::: DATA EXTRACTS :::
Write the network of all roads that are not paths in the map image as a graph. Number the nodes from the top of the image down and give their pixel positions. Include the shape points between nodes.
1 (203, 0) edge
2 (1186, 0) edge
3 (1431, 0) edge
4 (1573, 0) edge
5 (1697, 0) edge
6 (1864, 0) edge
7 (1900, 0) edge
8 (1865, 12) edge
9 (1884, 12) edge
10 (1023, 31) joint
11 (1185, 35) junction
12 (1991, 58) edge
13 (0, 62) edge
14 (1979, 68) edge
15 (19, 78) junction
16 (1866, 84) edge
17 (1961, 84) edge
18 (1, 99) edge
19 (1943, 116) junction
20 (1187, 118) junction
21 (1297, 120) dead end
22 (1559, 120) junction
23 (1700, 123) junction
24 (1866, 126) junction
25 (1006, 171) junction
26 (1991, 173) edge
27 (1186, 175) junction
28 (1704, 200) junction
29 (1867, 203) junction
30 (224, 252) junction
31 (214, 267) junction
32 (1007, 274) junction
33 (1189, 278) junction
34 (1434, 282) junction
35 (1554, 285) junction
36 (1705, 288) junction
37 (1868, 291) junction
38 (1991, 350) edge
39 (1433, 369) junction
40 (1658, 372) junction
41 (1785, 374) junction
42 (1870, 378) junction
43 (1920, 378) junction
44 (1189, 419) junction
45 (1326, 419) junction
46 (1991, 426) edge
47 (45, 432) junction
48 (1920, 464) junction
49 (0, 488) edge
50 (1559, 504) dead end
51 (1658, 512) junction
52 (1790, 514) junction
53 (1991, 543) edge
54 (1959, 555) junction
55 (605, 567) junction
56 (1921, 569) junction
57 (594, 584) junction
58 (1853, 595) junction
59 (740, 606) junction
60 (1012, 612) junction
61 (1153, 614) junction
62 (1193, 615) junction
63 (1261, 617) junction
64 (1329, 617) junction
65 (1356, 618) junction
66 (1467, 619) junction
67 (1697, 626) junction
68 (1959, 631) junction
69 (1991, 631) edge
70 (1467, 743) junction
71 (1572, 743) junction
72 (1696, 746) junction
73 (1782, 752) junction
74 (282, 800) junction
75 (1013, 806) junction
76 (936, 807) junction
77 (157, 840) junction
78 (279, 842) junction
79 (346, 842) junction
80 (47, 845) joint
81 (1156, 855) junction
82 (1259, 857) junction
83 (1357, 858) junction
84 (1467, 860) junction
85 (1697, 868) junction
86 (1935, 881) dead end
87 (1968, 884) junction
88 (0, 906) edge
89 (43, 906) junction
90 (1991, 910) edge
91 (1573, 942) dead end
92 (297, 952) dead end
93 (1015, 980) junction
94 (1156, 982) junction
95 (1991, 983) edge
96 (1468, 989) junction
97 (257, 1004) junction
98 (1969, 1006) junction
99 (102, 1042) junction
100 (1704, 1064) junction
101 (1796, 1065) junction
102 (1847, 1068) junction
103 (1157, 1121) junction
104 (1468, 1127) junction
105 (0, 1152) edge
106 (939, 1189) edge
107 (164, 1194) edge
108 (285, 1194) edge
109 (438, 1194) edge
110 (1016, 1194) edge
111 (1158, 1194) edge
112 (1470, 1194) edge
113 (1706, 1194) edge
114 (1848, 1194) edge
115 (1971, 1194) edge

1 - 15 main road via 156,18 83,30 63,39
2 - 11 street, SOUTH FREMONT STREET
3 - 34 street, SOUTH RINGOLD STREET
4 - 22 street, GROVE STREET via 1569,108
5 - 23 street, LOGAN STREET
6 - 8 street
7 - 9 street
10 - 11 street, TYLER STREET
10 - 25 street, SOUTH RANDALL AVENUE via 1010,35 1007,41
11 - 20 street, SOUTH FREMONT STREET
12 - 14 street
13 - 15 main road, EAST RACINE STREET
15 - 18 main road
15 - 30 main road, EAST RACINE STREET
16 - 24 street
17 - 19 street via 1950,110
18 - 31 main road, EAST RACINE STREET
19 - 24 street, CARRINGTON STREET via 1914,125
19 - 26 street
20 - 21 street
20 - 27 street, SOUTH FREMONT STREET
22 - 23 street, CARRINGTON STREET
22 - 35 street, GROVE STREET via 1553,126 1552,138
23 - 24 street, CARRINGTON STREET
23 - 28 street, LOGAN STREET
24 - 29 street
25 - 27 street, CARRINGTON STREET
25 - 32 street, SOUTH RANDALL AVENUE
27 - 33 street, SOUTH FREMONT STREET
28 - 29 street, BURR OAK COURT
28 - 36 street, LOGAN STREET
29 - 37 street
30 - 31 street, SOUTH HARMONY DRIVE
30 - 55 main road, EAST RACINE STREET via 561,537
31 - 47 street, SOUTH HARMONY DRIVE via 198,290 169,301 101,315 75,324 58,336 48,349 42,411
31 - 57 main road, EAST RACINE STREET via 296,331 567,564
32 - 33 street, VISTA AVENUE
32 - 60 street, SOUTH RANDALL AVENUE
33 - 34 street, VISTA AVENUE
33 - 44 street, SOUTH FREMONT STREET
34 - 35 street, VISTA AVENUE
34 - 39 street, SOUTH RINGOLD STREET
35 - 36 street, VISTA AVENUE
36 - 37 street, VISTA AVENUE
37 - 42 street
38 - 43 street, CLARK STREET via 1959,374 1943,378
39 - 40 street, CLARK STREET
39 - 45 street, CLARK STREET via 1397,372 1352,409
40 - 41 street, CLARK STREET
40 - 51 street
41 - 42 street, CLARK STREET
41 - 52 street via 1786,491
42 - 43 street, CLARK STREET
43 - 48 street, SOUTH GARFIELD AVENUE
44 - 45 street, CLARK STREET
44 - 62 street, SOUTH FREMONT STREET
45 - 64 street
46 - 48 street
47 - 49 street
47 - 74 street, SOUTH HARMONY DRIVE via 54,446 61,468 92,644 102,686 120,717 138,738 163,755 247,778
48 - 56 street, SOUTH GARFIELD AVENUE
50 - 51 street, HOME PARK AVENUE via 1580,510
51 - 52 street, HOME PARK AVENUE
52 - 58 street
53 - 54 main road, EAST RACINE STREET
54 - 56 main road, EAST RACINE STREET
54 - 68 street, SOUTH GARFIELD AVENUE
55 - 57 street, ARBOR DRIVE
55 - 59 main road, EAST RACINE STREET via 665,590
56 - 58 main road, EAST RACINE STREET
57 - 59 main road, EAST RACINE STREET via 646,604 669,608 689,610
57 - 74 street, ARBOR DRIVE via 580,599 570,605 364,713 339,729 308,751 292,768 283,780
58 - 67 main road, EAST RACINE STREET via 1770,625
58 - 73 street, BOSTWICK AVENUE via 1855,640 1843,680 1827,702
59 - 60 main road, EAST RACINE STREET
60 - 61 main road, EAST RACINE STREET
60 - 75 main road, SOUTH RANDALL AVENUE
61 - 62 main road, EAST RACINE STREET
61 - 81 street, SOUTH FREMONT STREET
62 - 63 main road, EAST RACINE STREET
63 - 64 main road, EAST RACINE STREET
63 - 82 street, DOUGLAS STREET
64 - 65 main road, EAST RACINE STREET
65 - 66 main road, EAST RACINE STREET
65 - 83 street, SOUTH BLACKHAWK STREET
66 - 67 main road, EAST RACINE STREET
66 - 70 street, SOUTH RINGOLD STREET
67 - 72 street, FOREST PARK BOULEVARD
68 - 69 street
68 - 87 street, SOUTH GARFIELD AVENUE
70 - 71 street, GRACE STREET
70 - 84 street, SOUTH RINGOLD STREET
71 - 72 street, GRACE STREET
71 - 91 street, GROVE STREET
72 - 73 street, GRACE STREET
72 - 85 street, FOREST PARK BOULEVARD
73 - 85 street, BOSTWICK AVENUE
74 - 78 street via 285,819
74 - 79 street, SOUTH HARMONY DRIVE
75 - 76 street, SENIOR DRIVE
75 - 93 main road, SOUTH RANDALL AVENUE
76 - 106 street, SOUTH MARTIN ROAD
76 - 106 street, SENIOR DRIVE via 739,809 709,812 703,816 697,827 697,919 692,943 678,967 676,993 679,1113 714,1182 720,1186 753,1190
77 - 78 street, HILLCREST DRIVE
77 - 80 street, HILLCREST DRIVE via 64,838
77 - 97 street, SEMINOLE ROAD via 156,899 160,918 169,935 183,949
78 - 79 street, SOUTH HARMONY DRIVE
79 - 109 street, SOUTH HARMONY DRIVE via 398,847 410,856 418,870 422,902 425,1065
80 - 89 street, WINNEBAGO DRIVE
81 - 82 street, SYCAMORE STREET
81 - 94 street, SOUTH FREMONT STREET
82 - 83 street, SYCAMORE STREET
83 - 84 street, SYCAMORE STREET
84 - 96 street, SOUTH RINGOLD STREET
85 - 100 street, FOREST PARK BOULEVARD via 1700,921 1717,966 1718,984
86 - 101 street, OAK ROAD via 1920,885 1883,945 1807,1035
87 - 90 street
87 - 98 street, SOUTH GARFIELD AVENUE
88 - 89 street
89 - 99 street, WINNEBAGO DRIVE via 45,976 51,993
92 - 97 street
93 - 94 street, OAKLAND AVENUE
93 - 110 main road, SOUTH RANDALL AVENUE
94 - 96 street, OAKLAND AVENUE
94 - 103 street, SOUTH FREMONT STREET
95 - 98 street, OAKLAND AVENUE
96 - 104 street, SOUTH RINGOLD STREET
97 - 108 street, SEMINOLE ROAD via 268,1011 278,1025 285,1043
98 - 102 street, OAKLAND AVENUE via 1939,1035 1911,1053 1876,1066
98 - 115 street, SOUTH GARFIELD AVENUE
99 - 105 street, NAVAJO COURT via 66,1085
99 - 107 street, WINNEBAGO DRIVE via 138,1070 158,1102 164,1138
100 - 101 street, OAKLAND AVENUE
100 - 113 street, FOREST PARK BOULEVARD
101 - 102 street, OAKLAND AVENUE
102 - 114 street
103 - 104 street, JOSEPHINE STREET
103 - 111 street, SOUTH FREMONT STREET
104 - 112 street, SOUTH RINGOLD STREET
:::
When a line in the data contains the string "GRACE", copy that line.

- RESULT FOR THIS TASK
70 - 71 street, GRACE STREET
71 - 72 street, GRACE STREET
72 - 73 street, GRACE STREET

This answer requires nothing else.